Data in this exercise:
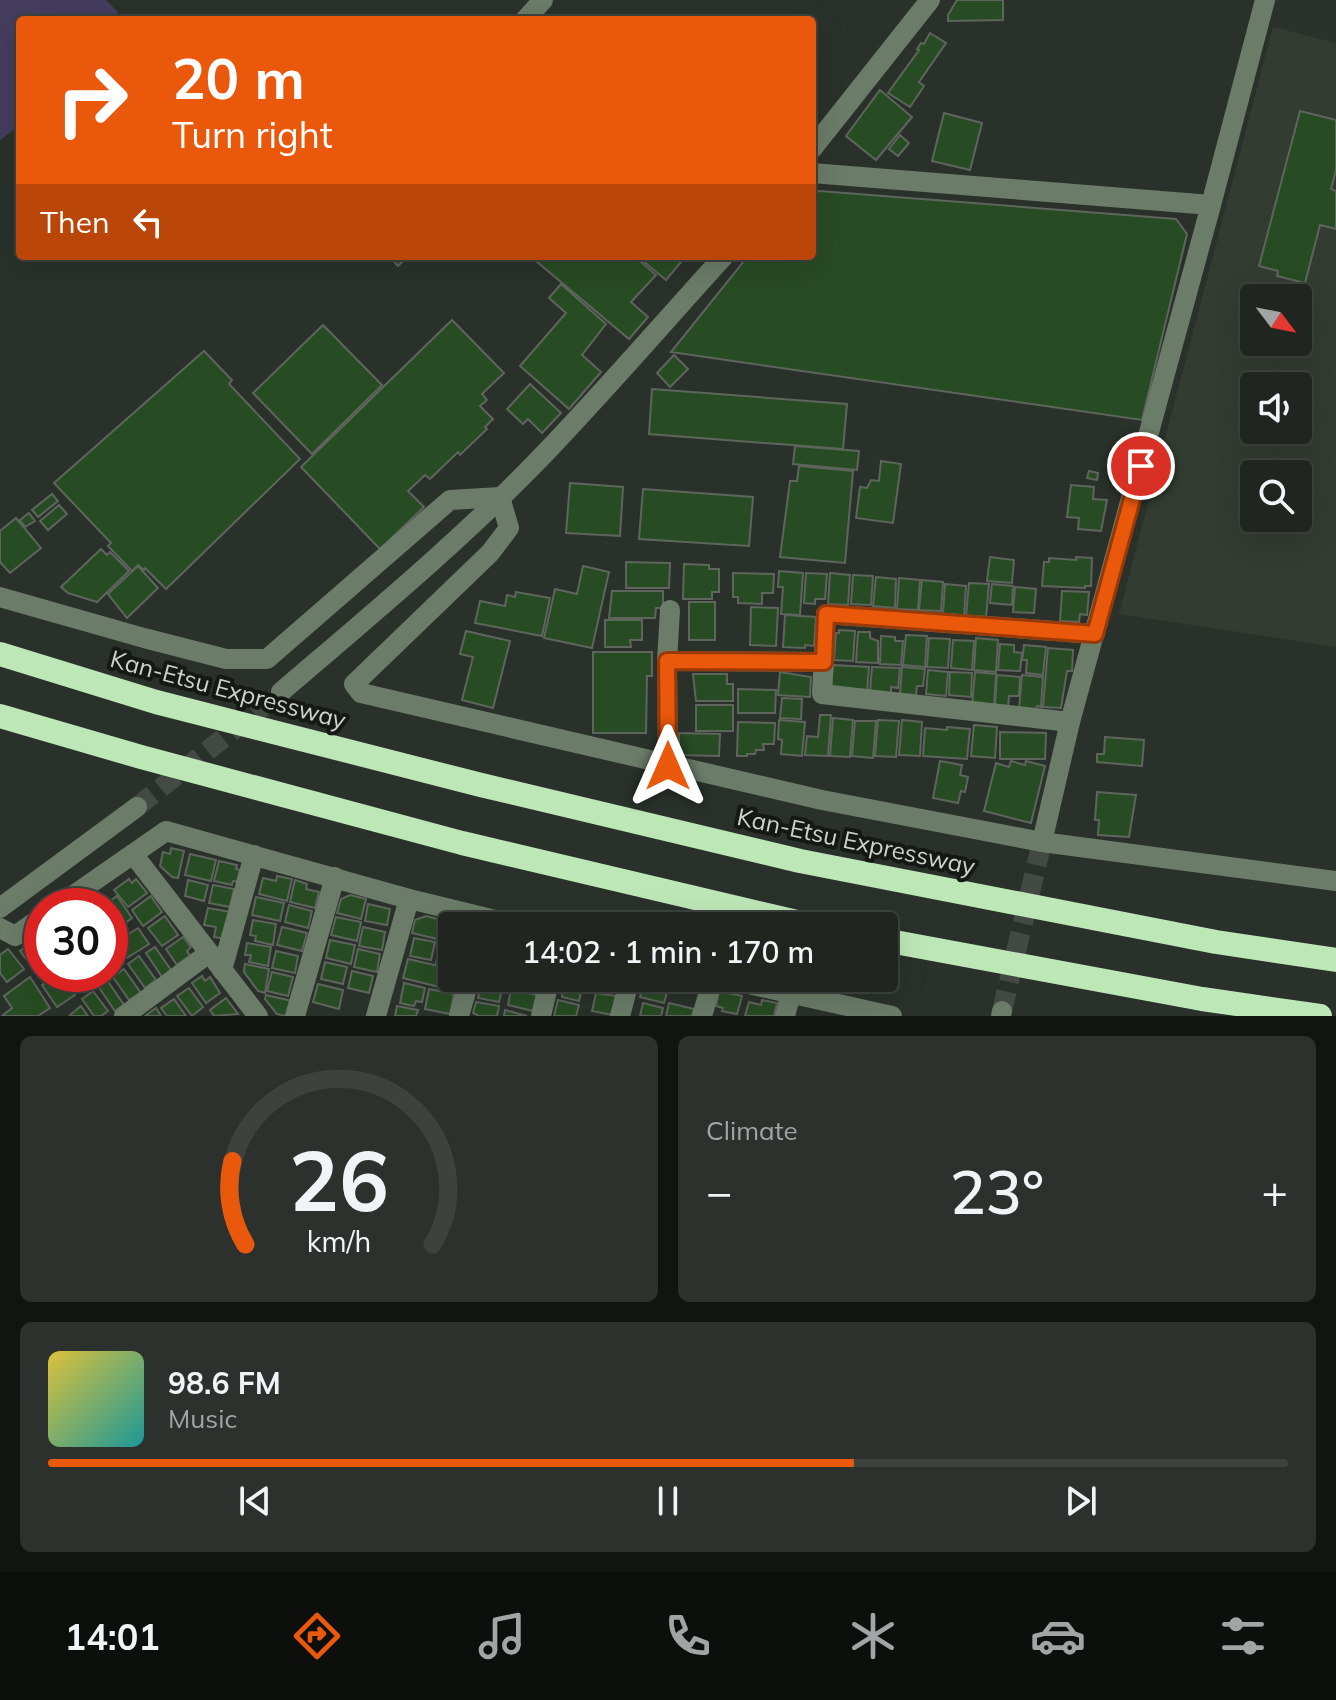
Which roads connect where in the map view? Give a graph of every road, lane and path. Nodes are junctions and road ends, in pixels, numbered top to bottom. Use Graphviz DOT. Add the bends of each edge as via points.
graph roads {
  1 [pos="543,0"];
  2 [pos="930,0"];
  3 [pos="1265,0"];
  4 [pos="529,16"];
  5 [pos="816,144"];
  6 [pos="816,173"];
  7 [pos="1211,205"];
  8 [pos="720,260"];
  9 [pos="500,497"];
  10 [pos="0,597"];
  11 [pos="670,610"];
  12 [pos="1095,634"];
  13 [pos="0,654"];
  14 [pos="667,661"];
  15 [pos="824,662"];
  16 [pos="281,692"];
  17 [pos="0,716"];
  18 [pos="1070,722"];
  19 [pos="668,766"];
  20 [pos="137,807"];
  21 [pos="1042,842"];
  22 [pos="133,854"];
  23 [pos="254,855"];
  24 [pos="335,877"];
  25 [pos="1336,881"];
  26 [pos="84,888"];
  27 [pos="409,899"];
  28 [pos="0,908"];
  29 [pos="453,912"];
  30 [pos="755,912"];
  31 [pos="0,928"];
  32 [pos="24,930"];
  33 [pos="898,943"];
  34 [pos="209,953"];
  35 [pos="1336,960"];
  36 [pos="222,970"];
  37 [pos="466,992"];
  38 [pos="547,992"];
  39 [pos="626,992"];
  40 [pos="709,992"];
  41 [pos="786,992"];
  42 [pos="791,993"];
  43 [pos="862,1013"];
  44 [pos="124,1016"];
  45 [pos="258,1016"];
  46 [pos="295,1016"];
  47 [pos="376,1016"];
  48 [pos="459,1016"];
  49 [pos="541,1016"];
  50 [pos="620,1016"];
  51 [pos="702,1016"];
  52 [pos="785,1016"];
  53 [pos="892,1016"];
  54 [pos="1320,1016"];
  1 -- 4 [label="street"];
  2 -- 5 [label="street"];
  3 -- 7 [label="street"];
  6 -- 7 [label="street"];
  7 -- 12 [label="street"];
  8 -- 9 [label="street"];
  9 -- 10 [label="street" via="450,500 267,659 226,659"];
  9 -- 16 [label="street"];
  9 -- 19 [label="street" via="509,528 490,553 354,684 361,693"];
  11 -- 14 [label="street"];
  12 -- 15 [label="street" via="826,614"];
  12 -- 18 [label="street"];
  13 -- 35 [label="highway, Kan-Etsu Expressway" via="172,706 800,861 1216,942"];
  14 -- 15 [label="street"];
  14 -- 19 [label="street"];
  15 -- 18 [label="street" via="822,694"];
  17 -- 30 [label="highway" via="462,843"];
  18 -- 21 [label="street"];
  19 -- 21 [label="street"];
  20 -- 28 [label="street"];
  21 -- 25 [label="street"];
  22 -- 23 [label="street" via="166,831"];
  22 -- 26 [label="street"];
  22 -- 34 [label="street"];
  23 -- 24 [label="street"];
  23 -- 36 [label="street"];
  24 -- 27 [label="street"];
  24 -- 46 [label="street"];
  27 -- 29 [label="street"];
  27 -- 47 [label="street"];
  31 -- 32 [label="street" via="15,936"];
  33 -- 54 [label="highway"];
  34 -- 36 [label="street"];
  34 -- 44 [label="street"];
  36 -- 45 [label="street"];
  37 -- 48 [label="street"];
  38 -- 49 [label="street"];
  39 -- 50 [label="street"];
  40 -- 51 [label="street"];
  41 -- 42 [label="street"];
  42 -- 43 [label="street"];
  42 -- 52 [label="street"];
  43 -- 53 [label="street"];
}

Task item: Return each line of the material in which the string "graph" can be found.

Response:
Which roads connect where in the map view? Give a graph of every road, lane and path. Nodes are junctions and road ends, in pixels, numbered top to bottom. Use Graphviz DOT. Add the bends of each edge as via points.
graph roads {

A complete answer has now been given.